Le Minotaure : « J’ai col­lé une tarte à ce petit puceau de Thésée et je lui ai dit de dégager »

Pour ce numéro de septembre, le mois de l’année qui nous rappelle que la vie, c’est pas uniquement des pastis olives à toute heure, j’ai eu envie de prendre quelques risques pour vous proposer une interview mythologique. Muni de ma boussole, d’une pelote de laine et d’un smartphone dernier cri, je me suis rendu en Crète pour trouver un labyrinthe censé retenir ce doux mélange de taureau et d’homme qu’on appelle Minotaure.

shutterstock 1326242858
© Shutterstock

Causette : Bonjour Monsieur ? Bonjour Minotaure ?

Minotaure : Appelez-moi Éric.

Ah ! OK. Bon, pas évident, Éric, d’habiter dans un bordel pareil, quelle idée !? Vous savez qu’aujourd’hui, on fait des trucs beaucoup moins sinueux et beaucoup mieux isolés aussi. Il fait hyper chaud chez vous !

Minotaure : Oui, j’en ai vaguement entendu parler, mais je suis bien, moi, dans ce dédale de pierres, c’est rassurant et puis c’est chez moi, c’est comme ça. Ma seule crainte est de me faire exproprier pour construire un aéroport ou un centre commercial. Vous imaginez un peu ? Le Minotaure relogé dans un appartement avec interphone et conciergerie ?

C’est sûr que ça a moins de gueule qu’un labyrinthe. Mais putain, en taxe foncière ça doit être quelque chose, parce que vous avez combien là ?

Minotaure : 4 hectares de labyrinthe et 6 hectares de terrain autour que j’ai jamais eu l’occasion de voir.

Ah oui ! quand même.
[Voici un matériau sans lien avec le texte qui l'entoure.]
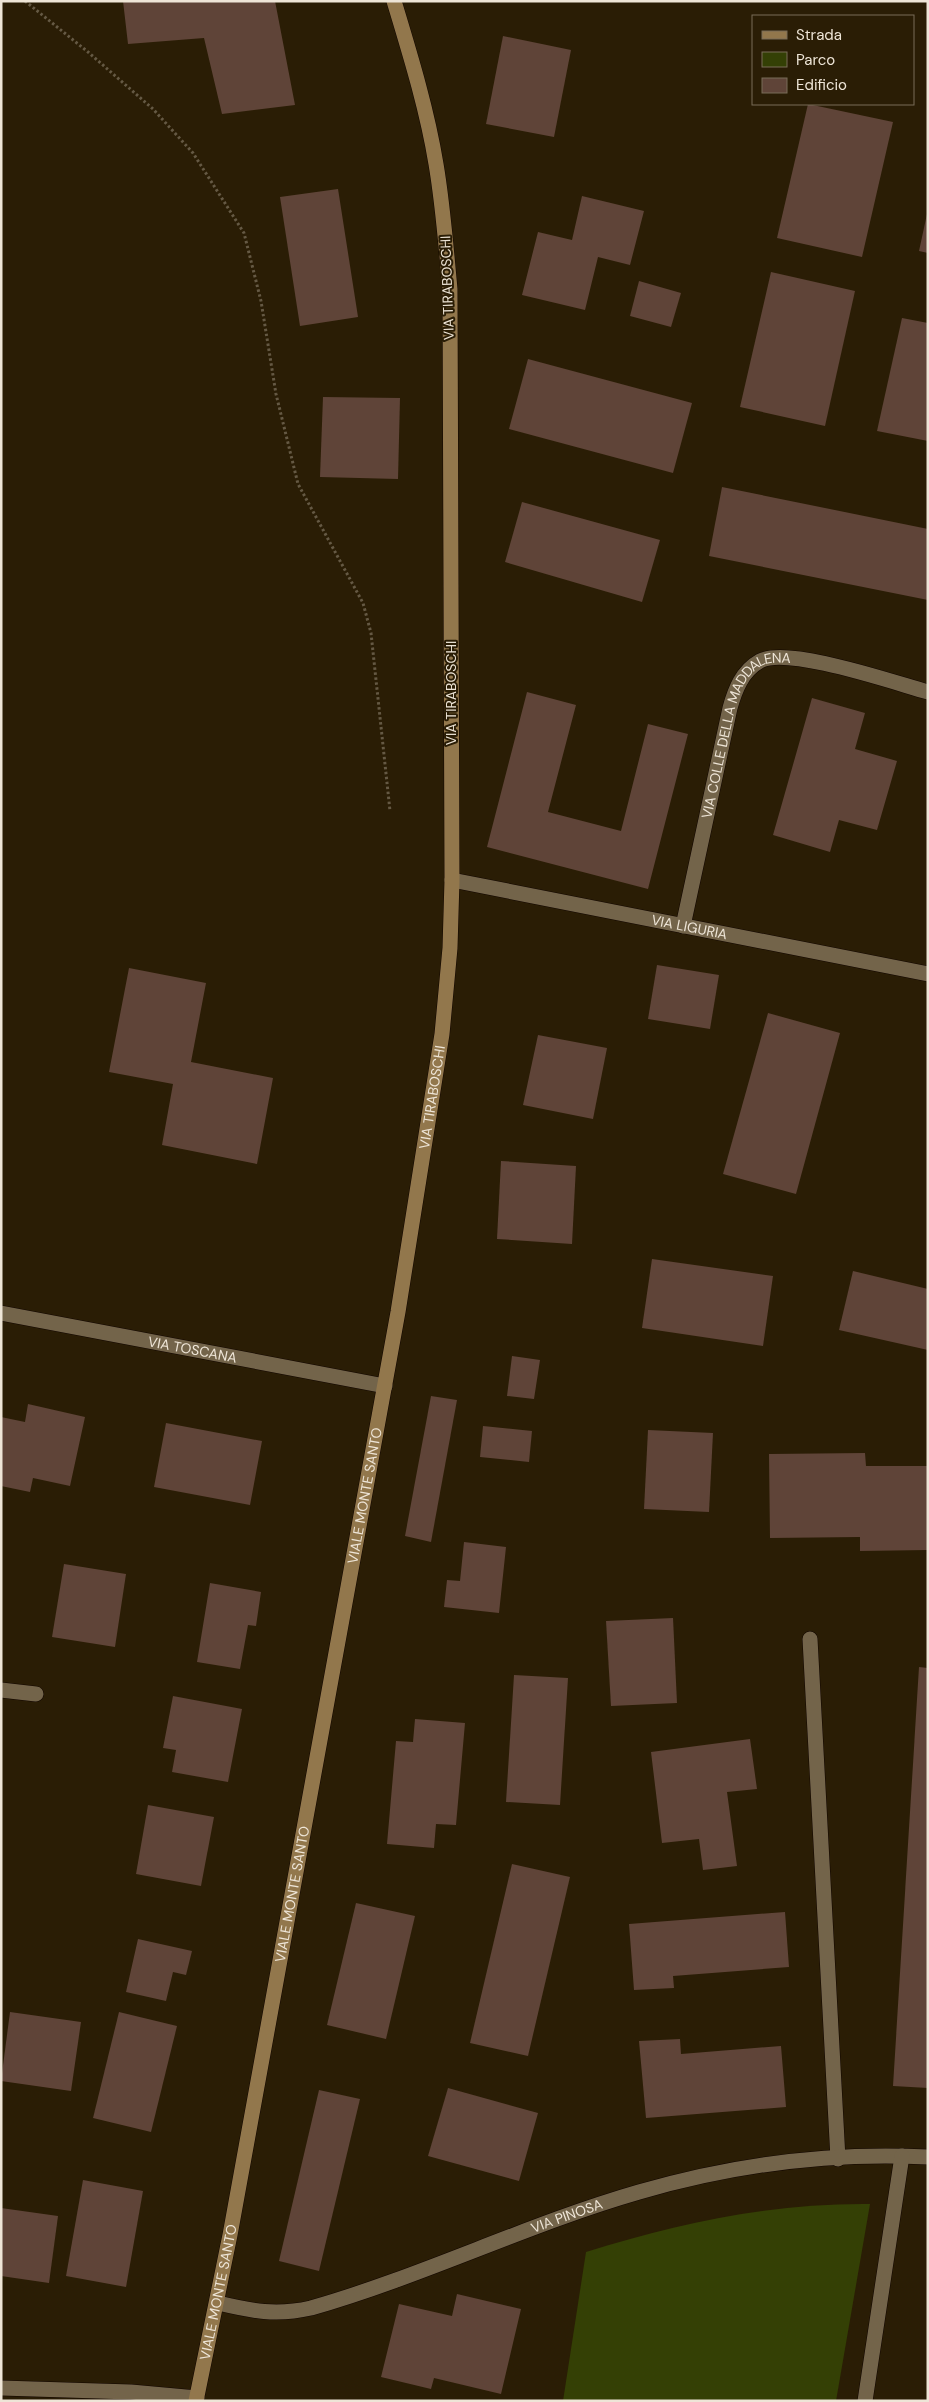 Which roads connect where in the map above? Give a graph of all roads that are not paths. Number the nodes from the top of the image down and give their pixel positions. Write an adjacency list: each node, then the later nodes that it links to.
1 (394, 1): 3 (street, VIA TIRABOSCHI)
2 (928, 692): 4 (street, VIA COLLE DELLA MADDALENA)
3 (452, 880): 4 (street, VIA LIGURIA); 7 (street, VIA TIRABOSCHI)
4 (683, 926): 5 (street, VIA LIGURIA)
5 (928, 974)
6 (1, 1313): 7 (street, VIA TOSCANA)
7 (384, 1386): 14 (street, VIALE MONTE SANTO)
8 (810, 1639): 13 (street)
9 (1, 1690): 10 (street)
10 (36, 1694)
11 (902, 2156): 12 (street, VIA PINOSA); 13 (street, VIA PINOSA); 17 (street)
12 (928, 2156)
13 (838, 2158): 14 (street, VIA PINOSA)
14 (218, 2303): 16 (street, VIALE MONTE SANTO)
15 (1, 2388): 16 (street)
16 (197, 2399)
17 (865, 2401)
C’est énorme. Avant de continuer sur le foncier, j’aimerais comprendre : comment êtes-vous toujours en vie ? D’après mes professeurs de grec, Thésée, fils d’Égée, vous aurait collé une méchante branlée. Que s’est-il passé en réalité ?
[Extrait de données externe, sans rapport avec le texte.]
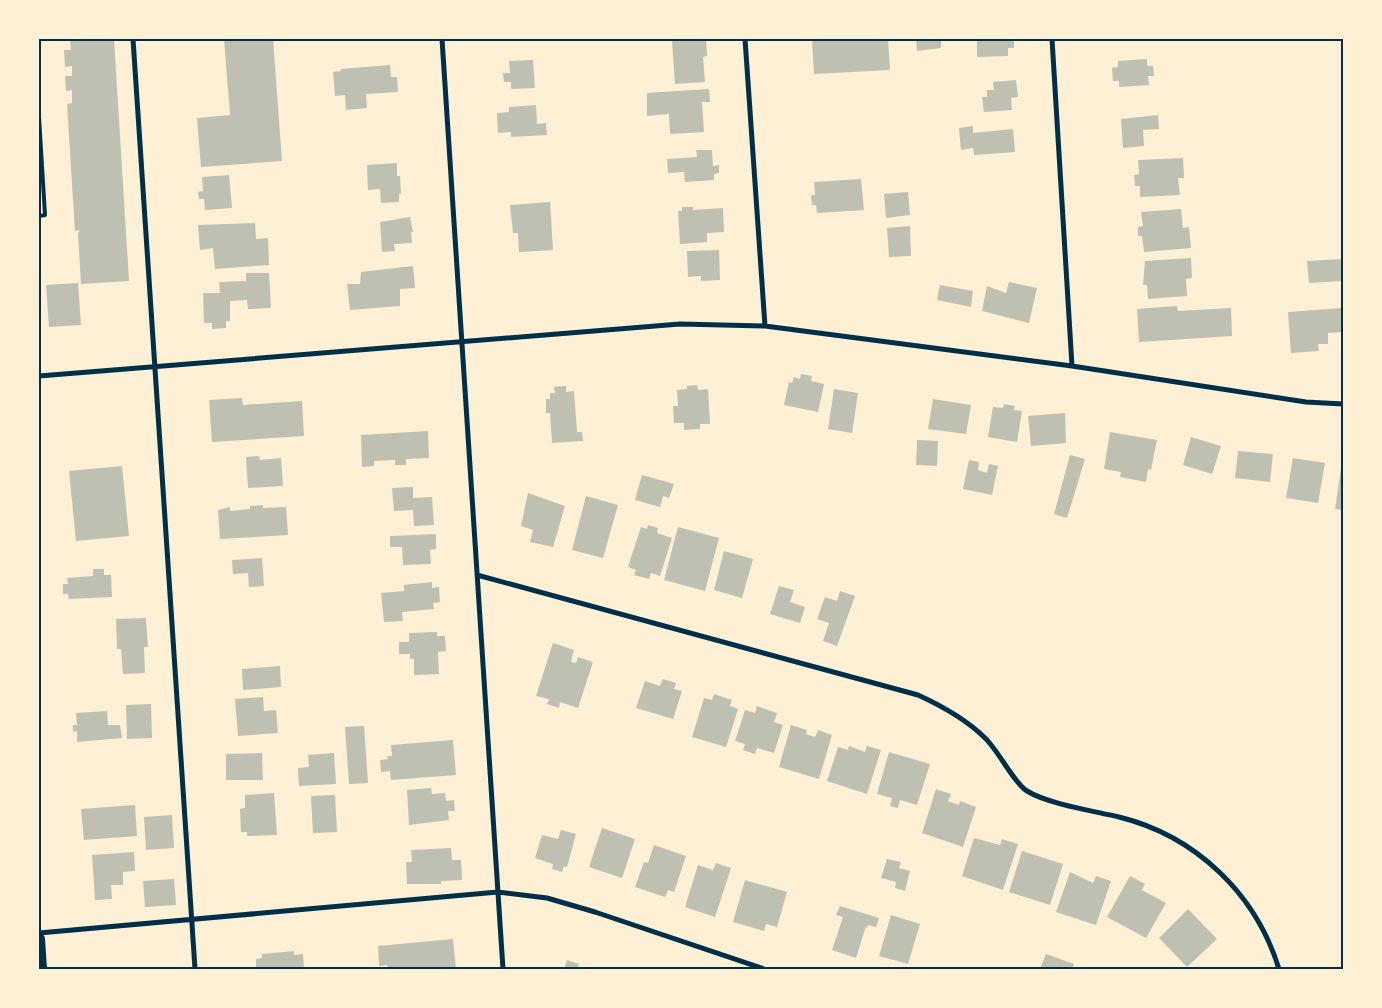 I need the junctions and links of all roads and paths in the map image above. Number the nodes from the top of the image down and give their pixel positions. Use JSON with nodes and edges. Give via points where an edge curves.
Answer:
{"nodes":[{"id":1,"x":133,"y":39,"type":"edge"},
{"id":2,"x":442,"y":39,"type":"edge"},
{"id":3,"x":745,"y":39,"type":"edge"},
{"id":4,"x":1052,"y":39,"type":"edge"},
{"id":5,"x":39,"y":117,"type":"edge"},
{"id":6,"x":39,"y":216,"type":"edge"},
{"id":7,"x":765,"y":326,"type":"junction"},
{"id":8,"x":462,"y":342,"type":"junction"},
{"id":9,"x":1072,"y":366,"type":"junction"},
{"id":10,"x":156,"y":367,"type":"junction"},
{"id":11,"x":39,"y":376,"type":"edge"},
{"id":12,"x":1343,"y":404,"type":"edge"},
{"id":13,"x":477,"y":575,"type":"junction"},
{"id":14,"x":498,"y":892,"type":"junction"},
{"id":15,"x":192,"y":919,"type":"junction"},
{"id":16,"x":39,"y":933,"type":"edge"},
{"id":17,"x":39,"y":939,"type":"edge"},
{"id":18,"x":41,"y":969,"type":"edge"},
{"id":19,"x":195,"y":969,"type":"edge"},
{"id":20,"x":503,"y":969,"type":"edge"},
{"id":21,"x":764,"y":969,"type":"edge"},
{"id":22,"x":1278,"y":969,"type":"edge"}],
"edges":[{"from":1,"to":10,"type":"street"},
{"from":2,"to":8,"type":"street"},
{"from":3,"to":7,"type":"street"},
{"from":4,"to":9,"type":"street"},
{"from":5,"to":6,"type":"lane","via":[[45,215]]},
{"from":7,"to":8,"type":"street","via":[[680,324]]},
{"from":7,"to":9,"type":"street"},
{"from":8,"to":10,"type":"street"},
{"from":8,"to":13,"type":"street"},
{"from":9,"to":12,"type":"street","via":[[1306,402]]},
{"from":10,"to":11,"type":"street"},
{"from":10,"to":15,"type":"street"},
{"from":13,"to":14,"type":"street"},
{"from":13,"to":22,"type":"street","via":[[918,695],[946,707],[985,738],[1026,791],[1143,823],[1180,841],[1197,854],[1228,879],[1252,910],[1273,950]]},
{"from":14,"to":15,"type":"street"},
{"from":14,"to":20,"type":"street"},
{"from":14,"to":21,"type":"street","via":[[547,898]]},
{"from":15,"to":16,"type":"street"},
{"from":15,"to":19,"type":"street"},
{"from":17,"to":18,"type":"main road"}]}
Minotaure : Ah oui, encore cette histoire avec ce petit puceau de Thésée. En bref, c’était y a un bon bout de temps. J’étais en train de bouffer un reste de cuisse de garçon envoyé quelques années auparavant par Égée (en passant, quatorze mioches tous les neuf ans, c’était pas l’orgie, un peu radin, le roi) et là, je te vois débarquer un petit truc fébrile complètement à poil, une épée à la main et de quoi tricoter dans l’autre. Première réaction, évidemment, je rigole, il faut imaginer la scène quand même. 

Oui et ensuite...

Minotaure : Eh bien, je reprends mes esprits et je lui demande s’il compte sérieusement attaquer quelqu’un dans cette tenue ! Il me répond que oui, qu’il était là pour me tuer. Le con. Je lui ai collé une tarte et je lui ai dit de dégager avant que mon estomac change d’avis quant à la finalité de notre rencontre. Voilà. Apparemment, il est allé raconter à tout le monde qu’il m’avait défoncé, il existerait même des statues de cette bataille…

Oui, c’est exact, on peut voir une grande statue représentant votre combat au jardin des Tuileries, à Paris. Ça fait bientôt deux cents ans qu’elle y traîne et, en effet, tout
le monde est à poil. Les slips, c’est pas un truc qui vous intéresse ?

Minotaure : Pourquoi faire ? Vous croyez que je croise beaucoup de voisins ?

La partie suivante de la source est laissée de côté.